[INPUT RECORDS]:
*** Begin section ***

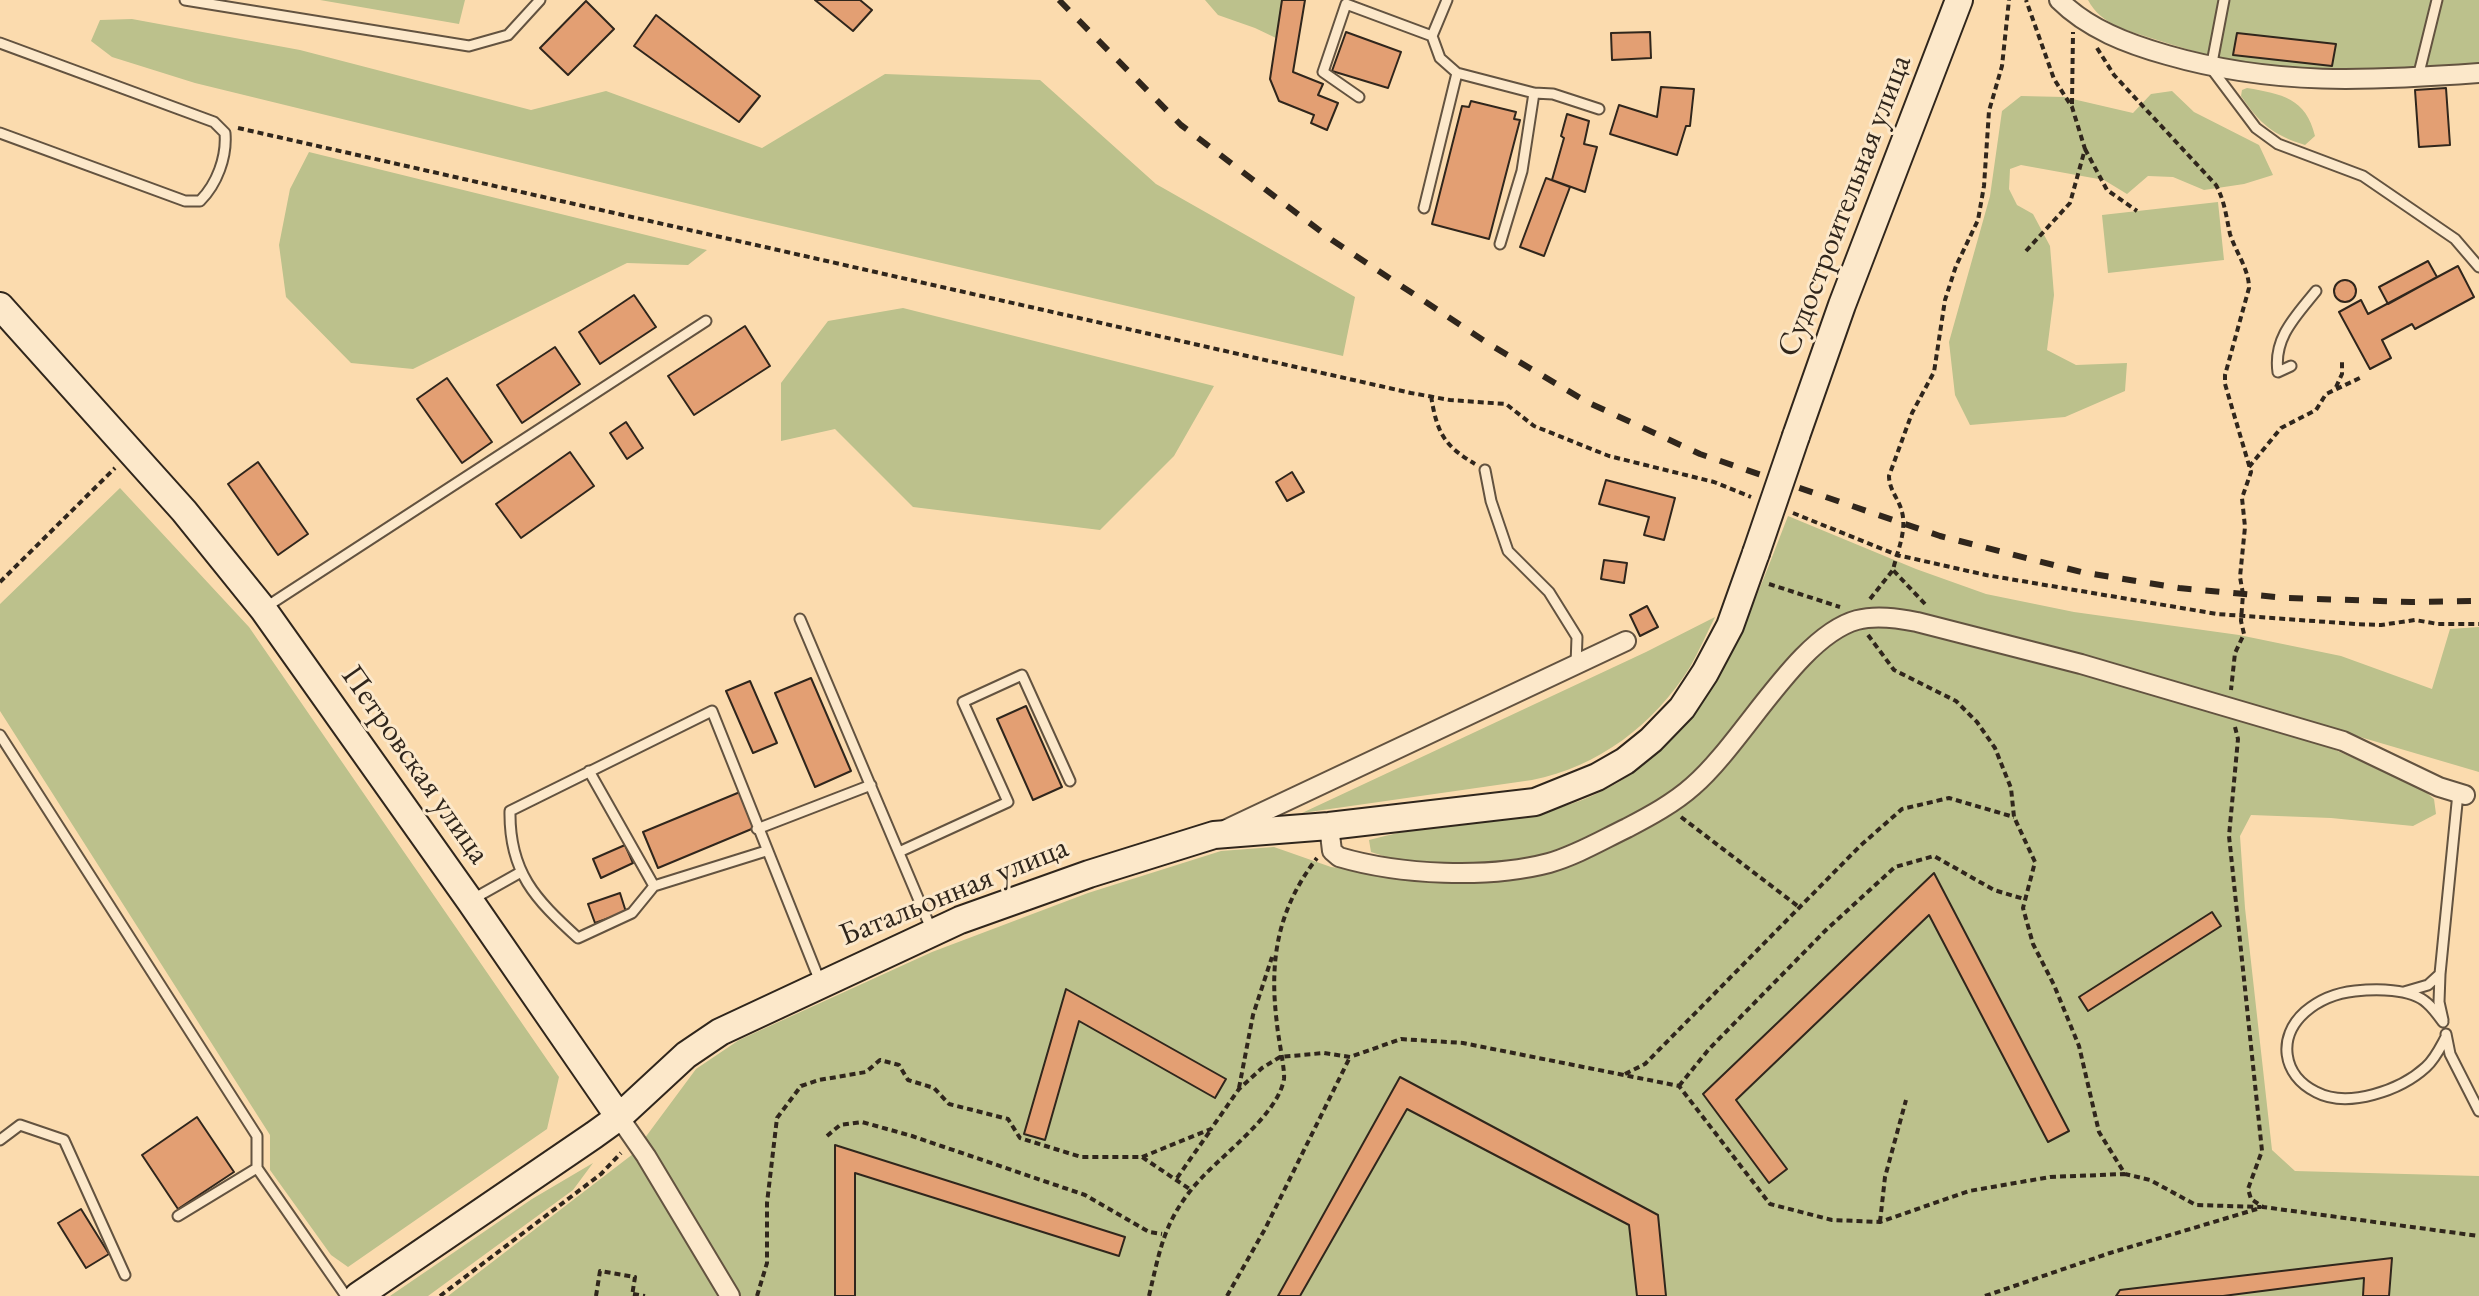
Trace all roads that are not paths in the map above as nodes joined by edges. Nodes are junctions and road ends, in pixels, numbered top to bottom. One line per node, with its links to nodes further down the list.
1 (185, 0): 2 (lane)
2 (540, 0)
3 (1447, 0): 8 (lane)
4 (1959, 0): 37 (street, Судостроительная улица, bridge)
5 (2059, 0): 10 (street)
6 (2224, 0): 10 (lane)
7 (2437, 0): 13 (lane)
8 (1432, 36): 11 (lane); 15 (lane)
9 (0, 43): 17 (lane)
10 (2211, 68): 13 (street); 20 (lane)
11 (1457, 73): 14 (lane); 18 (lane)
12 (2479, 73): 13 (street)
13 (2418, 77)
14 (1534, 93): 16 (lane); 19 (lane)
15 (1359, 97)
16 (1599, 109)
17 (0, 133)
18 (1424, 208)
19 (1500, 244)
20 (2479, 267)
21 (2316, 291): 24 (lane)
22 (0, 306): 26 (street, Петровская улица)
23 (706, 321): 26 (lane)
24 (2291, 366)
25 (1485, 470): 29 (lane)
26 (263, 609): 42 (street, Петровская улица)
27 (800, 619): 33 (lane)
28 (1626, 641): 29 (street, Батальонная улица)
29 (1576, 665): 36 (street, Батальонная улица)
30 (0, 735): 52 (lane)
31 (589, 771): 35 (lane); 40 (lane); 41 (lane)
32 (1070, 781): 39 (lane)
33 (871, 785): 35 (lane); 39 (lane)
34 (2467, 794): 37 (street); 44 (lane)
35 (757, 829): 38 (lane)
36 (1214, 835): 37 (street); 43 (street, Батальонная улица)
37 (1331, 838)
38 (766, 851): 41 (lane); 45 (lane)
39 (899, 852): 43 (lane)
40 (521, 872): 41 (lane); 42 (lane)
41 (654, 886)
42 (470, 901): 50 (street, Петровская улица)
43 (932, 931): 45 (street, Батальонная улица)
44 (2440, 974): 46 (lane); 47 (lane)
45 (821, 984): 50 (street, Батальонная улица)
46 (2401, 992): 47 (lane); 48 (lane)
47 (2443, 1022): 48 (lane)
48 (2446, 1037): 49 (lane)
49 (2479, 1111)
50 (619, 1117): 56 (street, Батальонная улица); 57 (street, Петровская улица)
51 (0, 1140): 54 (lane)
52 (257, 1168): 53 (lane); 55 (lane)
53 (178, 1216)
54 (125, 1275)
55 (346, 1296)
56 (358, 1296)
57 (730, 1296)

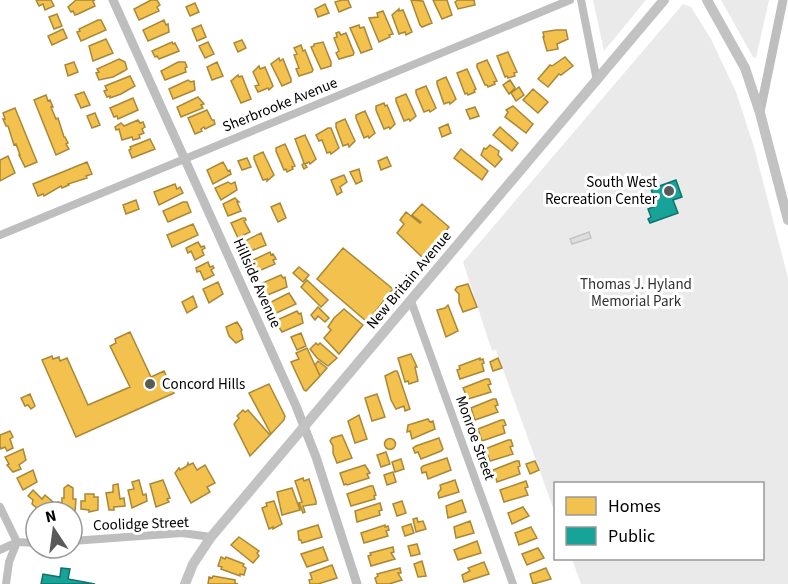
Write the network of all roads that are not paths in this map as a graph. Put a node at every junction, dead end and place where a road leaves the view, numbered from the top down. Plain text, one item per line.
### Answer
1 (113, 0) edge
2 (570, 0) edge
3 (581, 0) edge
4 (664, 0) edge
5 (706, 0) edge
6 (783, 0) edge
7 (597, 81) junction
8 (760, 113) junction
9 (185, 159) junction
10 (788, 220) edge
11 (0, 235) edge
12 (411, 301) junction
13 (304, 426) junction
14 (0, 507) edge
15 (211, 537) junction
16 (84, 540) edge
17 (17, 542) junction
18 (24, 542) edge
19 (0, 550) edge
20 (6, 584) edge
21 (186, 584) edge
22 (357, 584) edge
23 (513, 584) edge

1 - 9 street, Hillside Avenue
2 - 9 street, Sherbrooke Avenue
3 - 7 street
4 - 7 main road, New Britain Avenue
5 - 8 main road
6 - 8 street
7 - 12 main road, New Britain Avenue
8 - 10 main road
9 - 11 street, Sherbrooke Avenue
9 - 13 street, Hillside Avenue
12 - 13 main road, New Britain Avenue
12 - 23 street, Monroe Street
13 - 15 main road, New Britain Avenue
13 - 22 street, Hillside Avenue
14 - 17 street
15 - 16 street, Coolidge Street
15 - 21 main road, New Britain Avenue
17 - 18 street
17 - 19 street
17 - 20 street

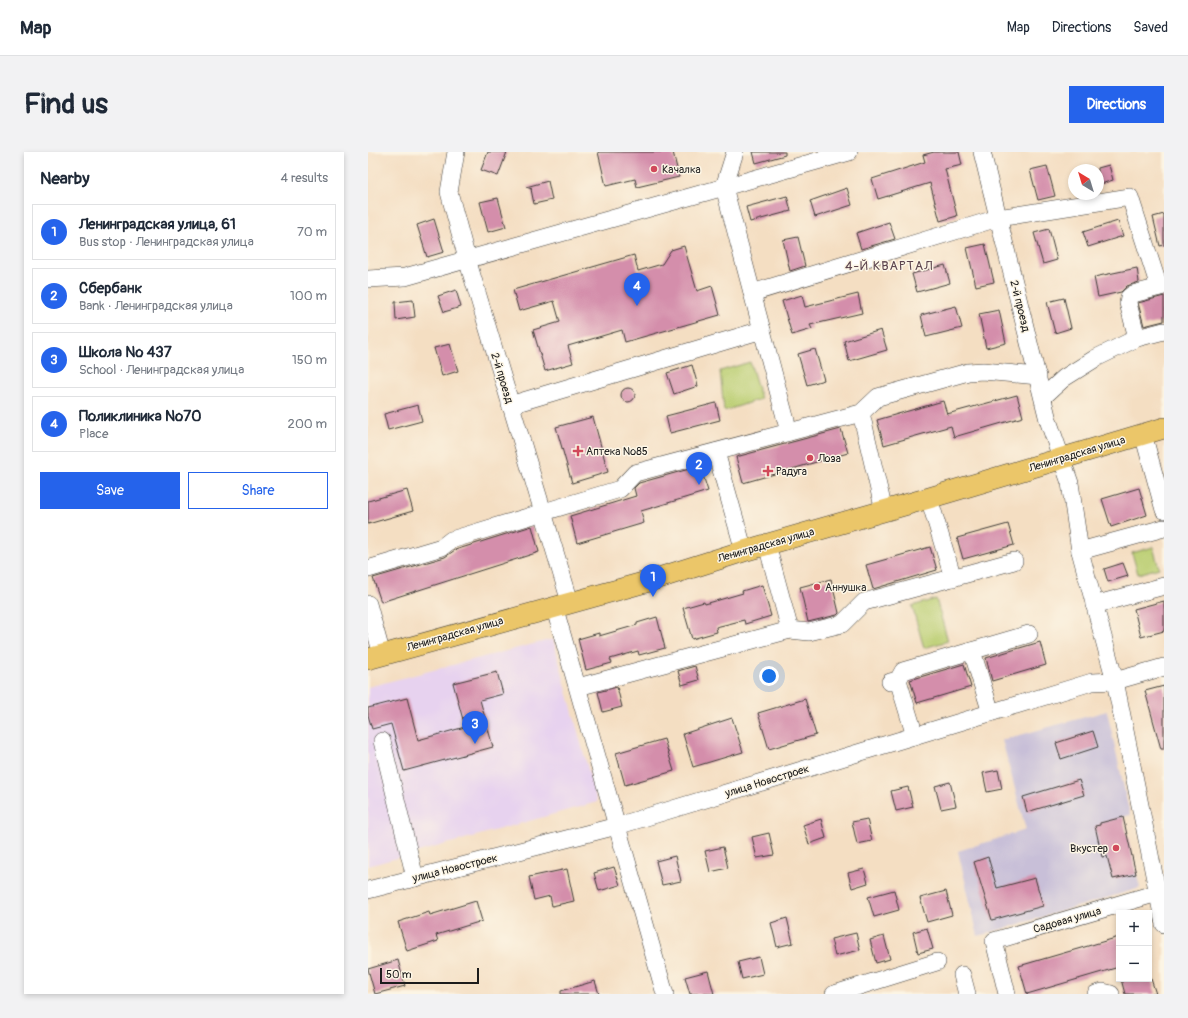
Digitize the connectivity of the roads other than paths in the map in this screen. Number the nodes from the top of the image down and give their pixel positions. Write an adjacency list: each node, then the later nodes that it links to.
1 (456, 152): 7 (street, 2-й проезд)
2 (735, 152): 5 (street)
3 (849, 152): 5 (street)
4 (982, 152): 6 (street, 2-й проезд)
5 (724, 187): 7 (street); 10 (street)
6 (998, 218): 9 (street); 10 (street); 14 (street, 2-й проезд)
7 (467, 259): 8 (street); 16 (street, 2-й проезд)
8 (368, 279)
9 (1162, 286): 13 (street)
10 (752, 293): 11 (street)
11 (762, 330): 16 (street); 19 (street)
12 (1164, 331): 13 (street)
13 (1137, 338): 15 (street)
14 (1038, 376): 15 (street, 2-й проезд); 17 (street)
15 (1043, 397): 22 (street, 2-й проезд)
16 (510, 405): 26 (street, 2-й проезд)
17 (861, 413): 19 (street); 25 (street)
18 (1164, 428): 20 (main road, Ленинградская улица)
19 (789, 432): 21 (street)
20 (1143, 434): 22 (main road, Ленинградская улица); 24 (street)
21 (716, 452): 26 (street); 29 (street)
22 (1062, 458): 23 (main road, Ленинградская улица); 30 (street, 2-й проезд)
23 (929, 498): 25 (main road, Ленинградская улица); 33 (street)
24 (1164, 510)
25 (884, 511): 28 (main road, Ленинградская улица)
26 (542, 513): 32 (street); 36 (street, 2-й проезд)
27 (1164, 528): 30 (street)
28 (767, 545): 29 (main road, Ленинградская улица); 38 (street)
29 (744, 551): 36 (main road, Ленинградская улица)
30 (1080, 551): 37 (street, 2-й проезд)
31 (1014, 561): 33 (street)
32 (368, 569)
33 (953, 578): 38 (street)
34 (1164, 586): 37 (street)
35 (368, 604): 41 (street)
36 (562, 604): 41 (main road, Ленинградская улица); 44 (street, 2-й проезд)
37 (1094, 605): 43 (street, 2-й проезд)
38 (790, 630): 44 (street)
39 (1029, 634): 40 (street)
40 (972, 651): 45 (street); 46 (street)
41 (375, 657)
42 (1164, 667): 43 (street, улица Новостроек)
43 (1115, 681): 45 (street, улица Новостроек); 51 (street, 2-й проезд)
44 (578, 687): 48 (street, 2-й проезд)
45 (991, 713): 46 (street, улица Новостроек)
46 (915, 736): 48 (street, улица Новостроек)
47 (382, 742): 49 (street)
48 (617, 826): 49 (street, улица Новостроек); 56 (street, 2-й проезд)
49 (414, 878): 50 (street, улица Новостроек)
50 (368, 890)
51 (1161, 892): 52 (street, 2-й проезд); 58 (street, Садовая улица)
52 (1164, 924)
53 (937, 962): 55 (street)
54 (962, 975): 57 (street)
55 (839, 993)
56 (666, 994)
57 (967, 994)
58 (1007, 994)
59 (1096, 994): 60 (street)
60 (1110, 994)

*** End section ***

[PROBLEM DETAILS]:
Your reply is to be the number of lines above in which the word "Hillside" appears, and nothing else.

[RESPONSE TO THE EXERCISE]:
3